[Given entries]

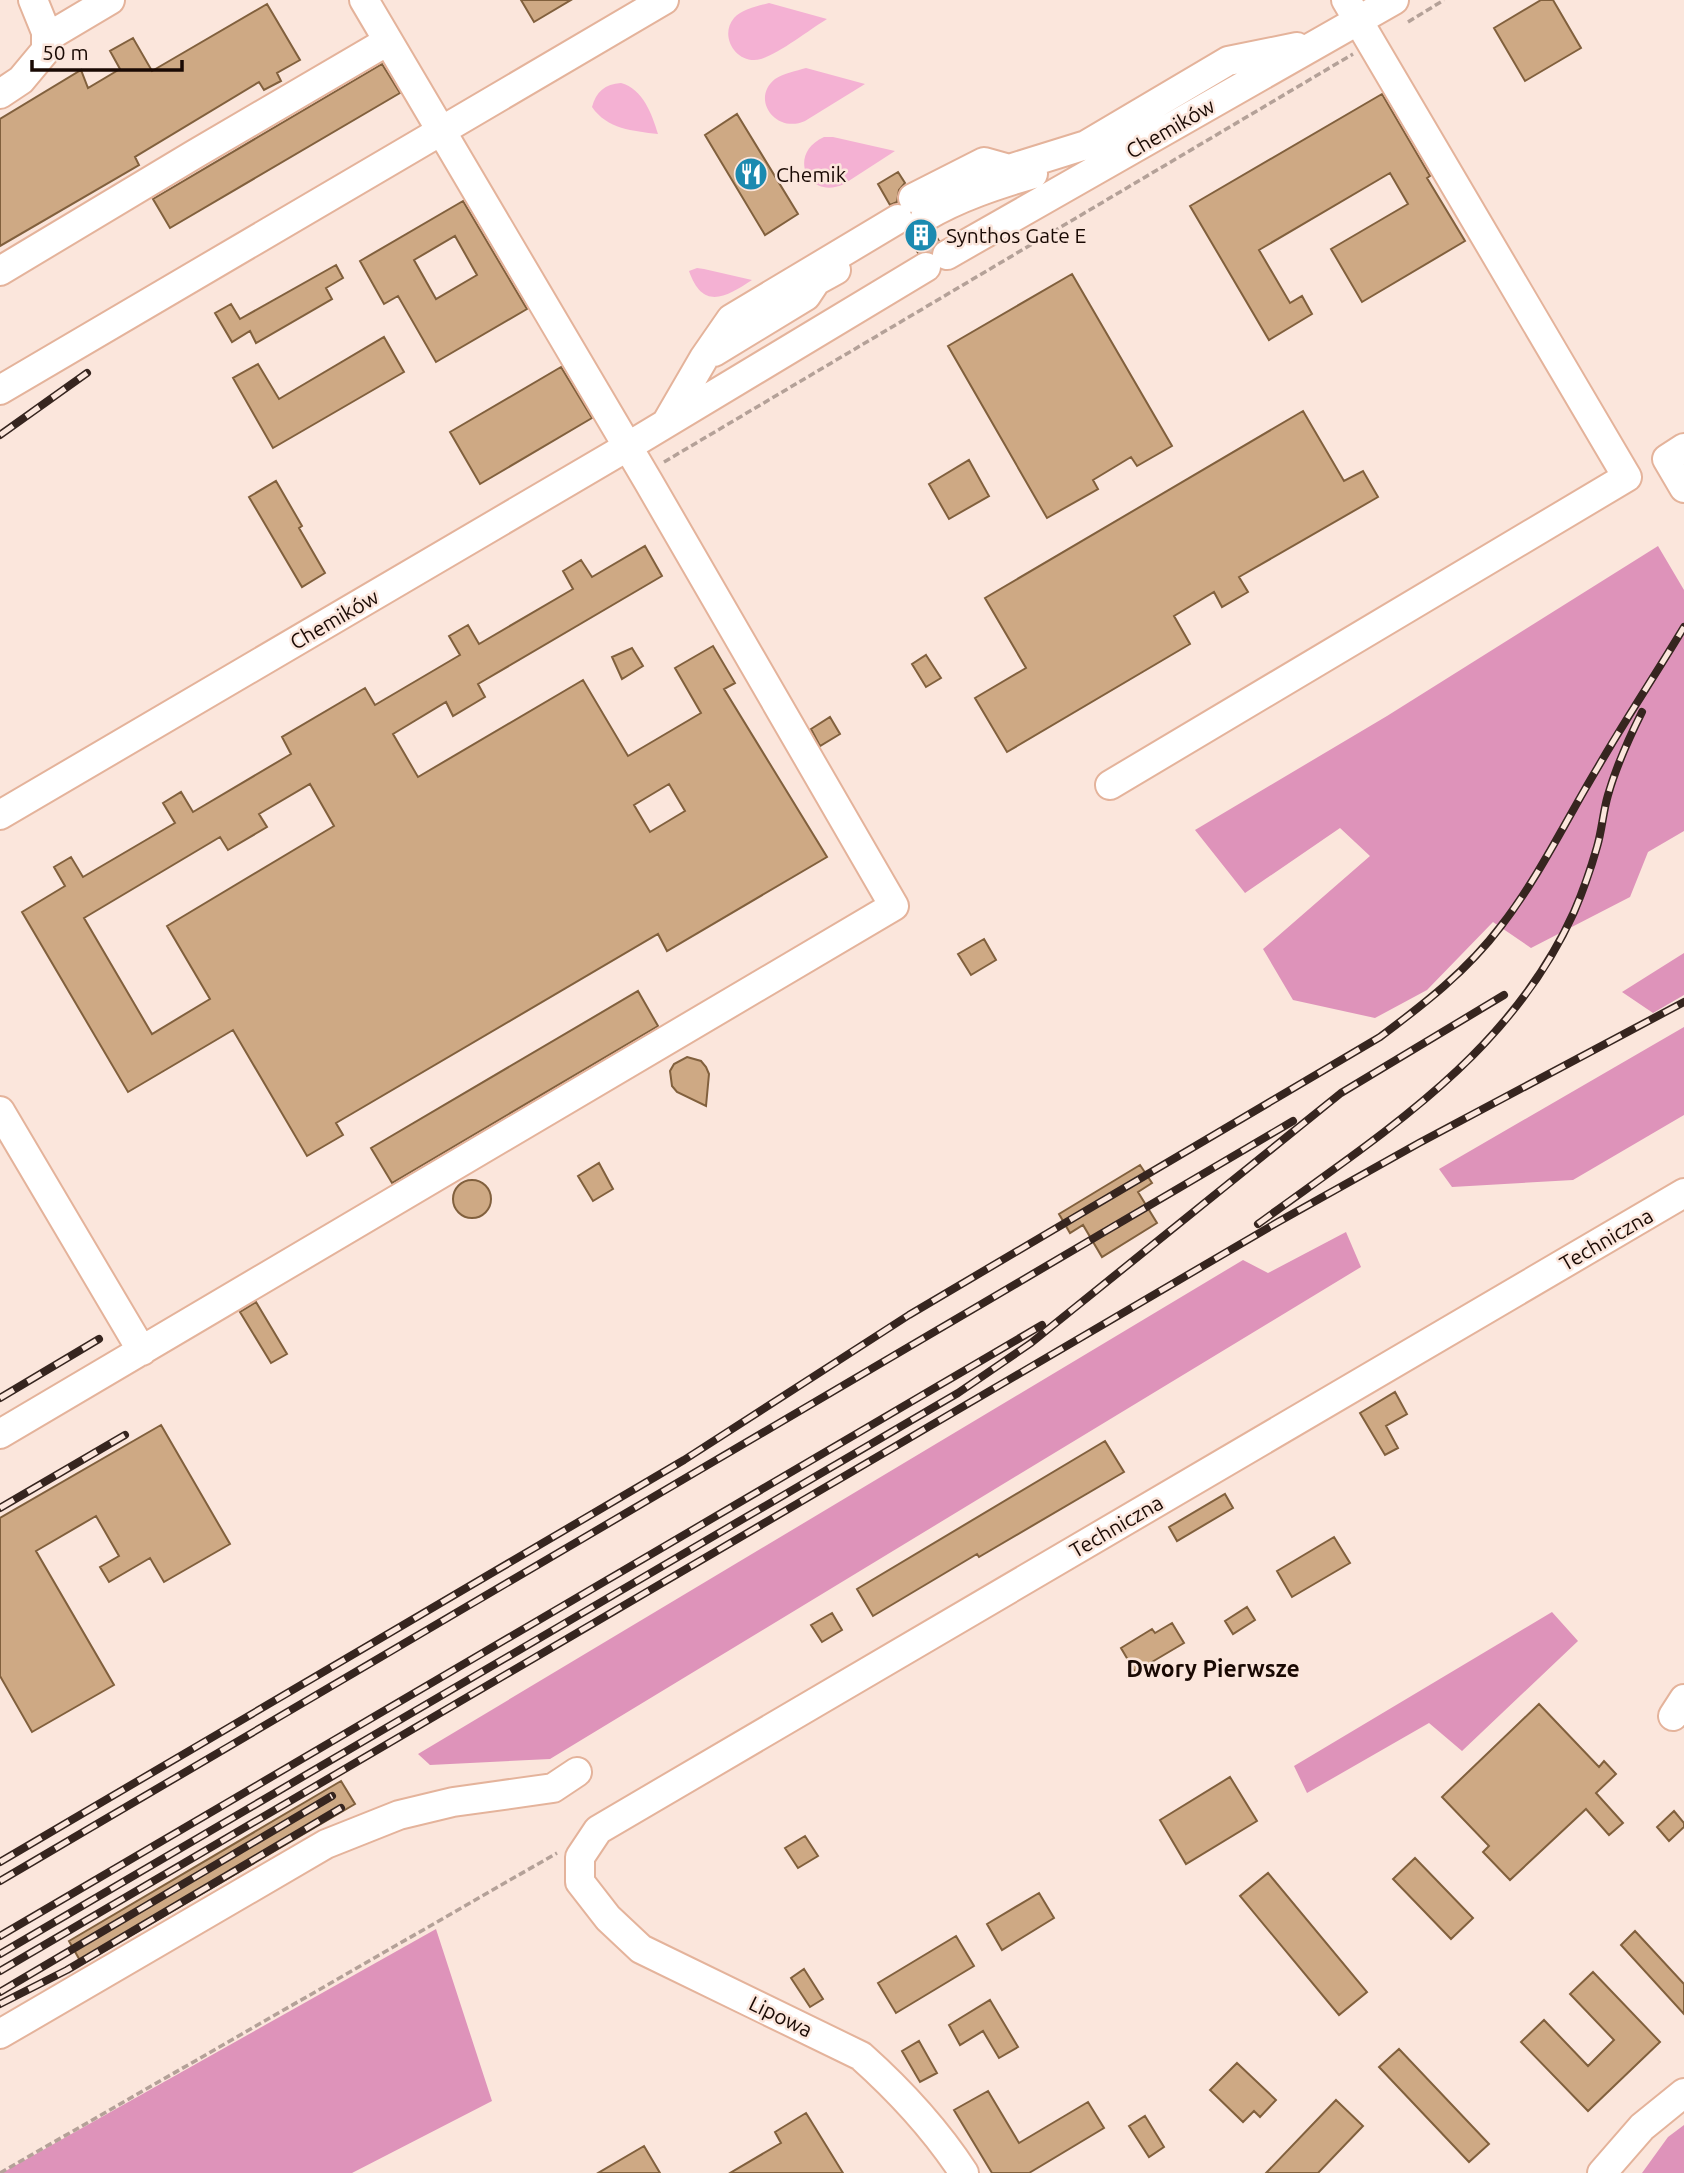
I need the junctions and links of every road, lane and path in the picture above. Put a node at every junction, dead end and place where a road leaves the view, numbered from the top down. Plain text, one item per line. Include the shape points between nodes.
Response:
1 (33, 0) edge
2 (110, 0) edge
3 (364, 0) edge
4 (664, 0) edge
5 (1394, 0) edge
6 (1444, 0) edge
7 (1359, 21) edge
8 (46, 38) junction
9 (388, 41) junction
10 (1321, 43) junction
11 (1261, 54) junction
12 (0, 94) edge
13 (442, 130) junction
14 (918, 229) junction
15 (0, 271) edge
16 (704, 358) junction
17 (0, 390) edge
18 (666, 422) junction
19 (627, 447) junction
20 (1684, 449) edge
21 (644, 474) junction
22 (1684, 488) edge
23 (1110, 785) dead end
24 (0, 815) edge
25 (0, 1111) edge
26 (1684, 1193) edge
27 (142, 1351) junction
28 (0, 1434) edge
29 (578, 1772) dead end
30 (562, 1850) dead end
31 (580, 1881) joint
32 (0, 2034) edge
33 (1684, 2093) edge
34 (0, 2173) edge
35 (964, 2173) edge
36 (1602, 2173) edge

1 - 8 street
2 - 8 street
3 - 9 street
4 - 13 street
5 - 7 street, Chemików
6 - 7 path
7 - 10 street, Chemików
7 - 21 path
7 - 23 street via 1627,477
8 - 12 street via 46,50 21,80
9 - 13 street
9 - 15 street
10 - 11 street
10 - 14 street, Chemików via 1252,82
11 - 14 street via 1090,155 944,206
11 - 14 street via 1228,61 1086,145 1009,169 984,162
13 - 17 street
13 - 19 street
14 - 16 street via 816,281 806,296
14 - 16 street, Chemików via 792,281 731,319
14 - 18 street, Chemików via 704,400
16 - 18 street, Chemików
18 - 19 street, Chemików
19 - 21 street
19 - 24 street, Chemików
20 - 22 street via 1667,458
21 - 27 street via 894,906
25 - 27 street
26 - 31 street, Techniczna via 598,1830 580,1857
27 - 28 street
29 - 32 street via 553,1788 399,1815 326,1844
30 - 34 path
31 - 35 street, Lipowa via 608,1918 641,1948 861,2056 890,2081
33 - 36 street via 1643,2127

[/Given entries]

Wherever a line of the material has the word "path", add it to a tally; give only the final number.

4